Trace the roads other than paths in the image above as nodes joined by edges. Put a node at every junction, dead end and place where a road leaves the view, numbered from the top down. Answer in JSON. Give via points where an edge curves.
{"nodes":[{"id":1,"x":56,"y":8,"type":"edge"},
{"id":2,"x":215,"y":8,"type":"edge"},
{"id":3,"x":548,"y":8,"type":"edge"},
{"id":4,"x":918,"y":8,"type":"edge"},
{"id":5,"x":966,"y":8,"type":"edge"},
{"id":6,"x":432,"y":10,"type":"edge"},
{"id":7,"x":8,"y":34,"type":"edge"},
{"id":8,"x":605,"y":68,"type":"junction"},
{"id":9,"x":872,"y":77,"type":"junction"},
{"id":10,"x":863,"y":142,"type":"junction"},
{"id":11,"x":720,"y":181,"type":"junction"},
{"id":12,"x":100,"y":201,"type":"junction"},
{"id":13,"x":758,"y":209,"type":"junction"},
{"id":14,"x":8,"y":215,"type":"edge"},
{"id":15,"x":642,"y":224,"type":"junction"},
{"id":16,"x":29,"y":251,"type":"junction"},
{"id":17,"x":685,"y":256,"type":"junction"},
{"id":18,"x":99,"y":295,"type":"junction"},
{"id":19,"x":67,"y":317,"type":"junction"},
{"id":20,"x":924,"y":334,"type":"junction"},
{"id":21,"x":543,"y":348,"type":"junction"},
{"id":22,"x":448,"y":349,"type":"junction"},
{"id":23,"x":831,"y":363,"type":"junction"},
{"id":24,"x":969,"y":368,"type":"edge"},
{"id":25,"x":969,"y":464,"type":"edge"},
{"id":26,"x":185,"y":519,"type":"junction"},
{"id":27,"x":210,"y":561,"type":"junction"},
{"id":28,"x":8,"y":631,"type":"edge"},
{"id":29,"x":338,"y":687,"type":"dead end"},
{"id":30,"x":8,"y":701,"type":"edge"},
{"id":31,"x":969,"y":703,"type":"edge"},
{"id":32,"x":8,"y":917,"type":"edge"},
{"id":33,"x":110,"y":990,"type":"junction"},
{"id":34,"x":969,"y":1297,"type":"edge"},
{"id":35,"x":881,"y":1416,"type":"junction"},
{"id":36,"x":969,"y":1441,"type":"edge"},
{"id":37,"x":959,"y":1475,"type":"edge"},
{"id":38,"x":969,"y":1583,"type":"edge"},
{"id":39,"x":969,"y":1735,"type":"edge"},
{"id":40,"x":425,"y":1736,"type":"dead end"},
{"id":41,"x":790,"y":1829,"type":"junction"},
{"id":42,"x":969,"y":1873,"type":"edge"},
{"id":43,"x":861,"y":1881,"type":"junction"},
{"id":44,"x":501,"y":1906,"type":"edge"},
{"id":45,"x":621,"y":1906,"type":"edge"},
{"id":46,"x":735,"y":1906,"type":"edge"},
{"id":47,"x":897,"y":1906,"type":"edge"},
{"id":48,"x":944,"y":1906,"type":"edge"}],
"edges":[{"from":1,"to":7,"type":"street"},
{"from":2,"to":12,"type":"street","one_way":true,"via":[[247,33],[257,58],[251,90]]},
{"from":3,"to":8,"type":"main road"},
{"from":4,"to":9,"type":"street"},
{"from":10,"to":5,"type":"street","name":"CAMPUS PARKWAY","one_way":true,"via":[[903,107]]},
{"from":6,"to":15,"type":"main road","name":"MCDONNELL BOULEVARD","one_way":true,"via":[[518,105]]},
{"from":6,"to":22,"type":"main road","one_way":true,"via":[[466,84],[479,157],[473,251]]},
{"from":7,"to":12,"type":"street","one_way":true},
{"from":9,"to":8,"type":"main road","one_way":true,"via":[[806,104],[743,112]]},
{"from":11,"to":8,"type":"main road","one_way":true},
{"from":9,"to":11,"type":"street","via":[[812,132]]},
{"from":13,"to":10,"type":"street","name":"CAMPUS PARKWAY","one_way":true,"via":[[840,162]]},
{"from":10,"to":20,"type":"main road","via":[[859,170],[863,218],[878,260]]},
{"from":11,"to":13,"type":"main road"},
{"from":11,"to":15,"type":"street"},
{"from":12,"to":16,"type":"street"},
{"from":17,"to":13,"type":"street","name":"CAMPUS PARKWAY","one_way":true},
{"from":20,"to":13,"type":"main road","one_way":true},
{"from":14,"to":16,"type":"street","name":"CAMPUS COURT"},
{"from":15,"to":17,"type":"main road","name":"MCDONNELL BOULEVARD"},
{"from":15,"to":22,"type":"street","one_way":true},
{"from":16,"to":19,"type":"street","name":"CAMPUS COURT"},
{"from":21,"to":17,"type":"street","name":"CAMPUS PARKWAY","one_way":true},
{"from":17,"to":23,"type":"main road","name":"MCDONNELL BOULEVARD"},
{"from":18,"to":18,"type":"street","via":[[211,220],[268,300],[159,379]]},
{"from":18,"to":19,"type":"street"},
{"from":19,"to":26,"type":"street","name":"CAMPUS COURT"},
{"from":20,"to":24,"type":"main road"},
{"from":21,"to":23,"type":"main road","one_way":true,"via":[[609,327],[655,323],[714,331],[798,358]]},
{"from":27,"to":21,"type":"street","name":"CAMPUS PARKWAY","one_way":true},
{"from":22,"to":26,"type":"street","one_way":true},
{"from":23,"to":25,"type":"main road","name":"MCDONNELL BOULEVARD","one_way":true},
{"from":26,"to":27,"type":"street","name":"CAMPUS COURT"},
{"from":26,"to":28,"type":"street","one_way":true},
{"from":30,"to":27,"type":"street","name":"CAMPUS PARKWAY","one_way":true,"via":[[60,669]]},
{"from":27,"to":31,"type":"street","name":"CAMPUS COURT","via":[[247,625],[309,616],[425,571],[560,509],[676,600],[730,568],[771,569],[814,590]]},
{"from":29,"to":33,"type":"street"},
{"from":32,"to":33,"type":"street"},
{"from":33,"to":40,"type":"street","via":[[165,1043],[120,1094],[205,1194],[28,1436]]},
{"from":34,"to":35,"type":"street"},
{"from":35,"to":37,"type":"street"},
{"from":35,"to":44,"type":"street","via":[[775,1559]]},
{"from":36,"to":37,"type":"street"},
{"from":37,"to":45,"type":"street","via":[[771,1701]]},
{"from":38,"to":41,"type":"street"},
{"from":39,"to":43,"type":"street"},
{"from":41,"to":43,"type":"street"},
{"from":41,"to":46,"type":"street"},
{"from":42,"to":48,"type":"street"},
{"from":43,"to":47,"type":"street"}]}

--*--

▶ WHAT THIS TASK INVOLVES:
Within the entries above, find every line where the string "MCDONNELL" occurs, and copy it.

▶ WRITTEN ANSWER:
{"from":6,"to":15,"type":"main road","name":"MCDONNELL BOULEVARD","one_way":true,"via":[[518,105]]},
{"from":15,"to":17,"type":"main road","name":"MCDONNELL BOULEVARD"},
{"from":17,"to":23,"type":"main road","name":"MCDONNELL BOULEVARD"},
{"from":23,"to":25,"type":"main road","name":"MCDONNELL BOULEVARD","one_way":true},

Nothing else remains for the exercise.